Anders als bei der Gitarre, wo die Saiten in ihrer Nummernfolge vom tiefsten zum höchsten Ton gehen, ist die G-Saite (die 4.) meist hoch gestimmt, höher als die benachbarte C-Saite: Das nennt man eine reentrante Stimmung, oder high-G. Dem Ohr nach ist die tatsächliche Reihenfolge der Saiten von tief nach hoch also C, E, G, A, und nicht G, C, E, A, wie es die Nummerierung vermuten lässt. Genau das verleiht der Ukulele ihren hellen, klirrenden Klang, ganz anders als eine einfach verkleinerte Gitarre.

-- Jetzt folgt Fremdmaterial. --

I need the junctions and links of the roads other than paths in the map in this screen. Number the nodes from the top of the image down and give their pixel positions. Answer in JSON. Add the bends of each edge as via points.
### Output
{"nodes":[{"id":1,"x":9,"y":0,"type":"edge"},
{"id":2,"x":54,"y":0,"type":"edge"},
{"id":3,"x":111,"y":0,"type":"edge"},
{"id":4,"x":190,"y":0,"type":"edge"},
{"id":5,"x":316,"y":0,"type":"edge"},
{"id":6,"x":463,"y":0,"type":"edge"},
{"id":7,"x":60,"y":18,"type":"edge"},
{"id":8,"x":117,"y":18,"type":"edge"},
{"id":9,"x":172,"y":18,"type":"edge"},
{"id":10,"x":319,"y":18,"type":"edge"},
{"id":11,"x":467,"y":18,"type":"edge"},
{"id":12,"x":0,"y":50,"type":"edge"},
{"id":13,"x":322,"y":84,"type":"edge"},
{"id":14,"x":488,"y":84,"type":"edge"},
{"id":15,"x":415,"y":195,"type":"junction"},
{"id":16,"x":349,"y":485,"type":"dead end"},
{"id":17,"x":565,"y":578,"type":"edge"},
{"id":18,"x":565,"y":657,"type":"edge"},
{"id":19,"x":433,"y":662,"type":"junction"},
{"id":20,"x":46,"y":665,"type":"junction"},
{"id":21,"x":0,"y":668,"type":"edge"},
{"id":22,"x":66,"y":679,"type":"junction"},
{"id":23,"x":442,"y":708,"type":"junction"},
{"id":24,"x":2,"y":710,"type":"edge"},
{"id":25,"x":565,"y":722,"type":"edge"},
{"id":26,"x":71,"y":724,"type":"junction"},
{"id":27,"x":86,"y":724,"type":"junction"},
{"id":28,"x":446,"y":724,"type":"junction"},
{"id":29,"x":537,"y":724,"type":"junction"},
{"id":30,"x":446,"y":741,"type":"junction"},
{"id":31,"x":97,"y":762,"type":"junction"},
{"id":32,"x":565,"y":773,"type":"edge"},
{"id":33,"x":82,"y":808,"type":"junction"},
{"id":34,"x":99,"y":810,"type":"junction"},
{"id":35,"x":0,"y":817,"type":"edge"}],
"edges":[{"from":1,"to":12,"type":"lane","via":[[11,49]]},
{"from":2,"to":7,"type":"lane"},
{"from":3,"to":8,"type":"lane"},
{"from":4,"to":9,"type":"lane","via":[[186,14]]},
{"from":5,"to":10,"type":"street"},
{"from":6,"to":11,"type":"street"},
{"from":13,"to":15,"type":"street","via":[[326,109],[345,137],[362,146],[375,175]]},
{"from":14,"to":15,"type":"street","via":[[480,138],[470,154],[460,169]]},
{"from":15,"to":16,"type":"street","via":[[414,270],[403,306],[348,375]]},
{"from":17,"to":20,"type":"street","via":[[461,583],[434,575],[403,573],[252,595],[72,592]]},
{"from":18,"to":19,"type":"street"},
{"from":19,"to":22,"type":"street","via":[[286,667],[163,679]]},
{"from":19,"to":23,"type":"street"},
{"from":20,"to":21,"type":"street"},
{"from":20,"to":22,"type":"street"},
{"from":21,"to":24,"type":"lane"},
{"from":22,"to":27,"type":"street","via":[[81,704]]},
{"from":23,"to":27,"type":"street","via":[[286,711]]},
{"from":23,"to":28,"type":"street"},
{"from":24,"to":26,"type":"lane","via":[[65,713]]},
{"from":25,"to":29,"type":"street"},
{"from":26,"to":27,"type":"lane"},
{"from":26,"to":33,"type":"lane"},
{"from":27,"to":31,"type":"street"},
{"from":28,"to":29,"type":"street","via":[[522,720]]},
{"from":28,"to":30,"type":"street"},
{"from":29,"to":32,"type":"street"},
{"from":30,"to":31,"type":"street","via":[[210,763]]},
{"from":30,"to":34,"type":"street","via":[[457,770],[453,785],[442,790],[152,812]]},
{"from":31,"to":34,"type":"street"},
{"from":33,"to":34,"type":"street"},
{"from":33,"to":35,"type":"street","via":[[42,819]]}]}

Um sich die Reihenfolge der leeren Saiten zu merken, verwenden englischsprachige Ukulele-Lehrer seit Langem einen Merksatz, My Dog Has Fleas: Jedes Wort steht für eine Saite, G-C-E-A, von tief nach hoch gesungen, genau wie sie von links nach rechts auf dem Instrument gespielt werden. Es gibt auch Saitensätze mit tiefem G (low-G), die die Stimmung linear wie bei einer Gitarre machen und dem Instrument ein tieferes Register geben, doch das reentrante hohe G bleibt bei weitem der Standard bei den meisten verkauften Ukulelen, und genau dieses verwendet dieser Ratgeber durchgehend.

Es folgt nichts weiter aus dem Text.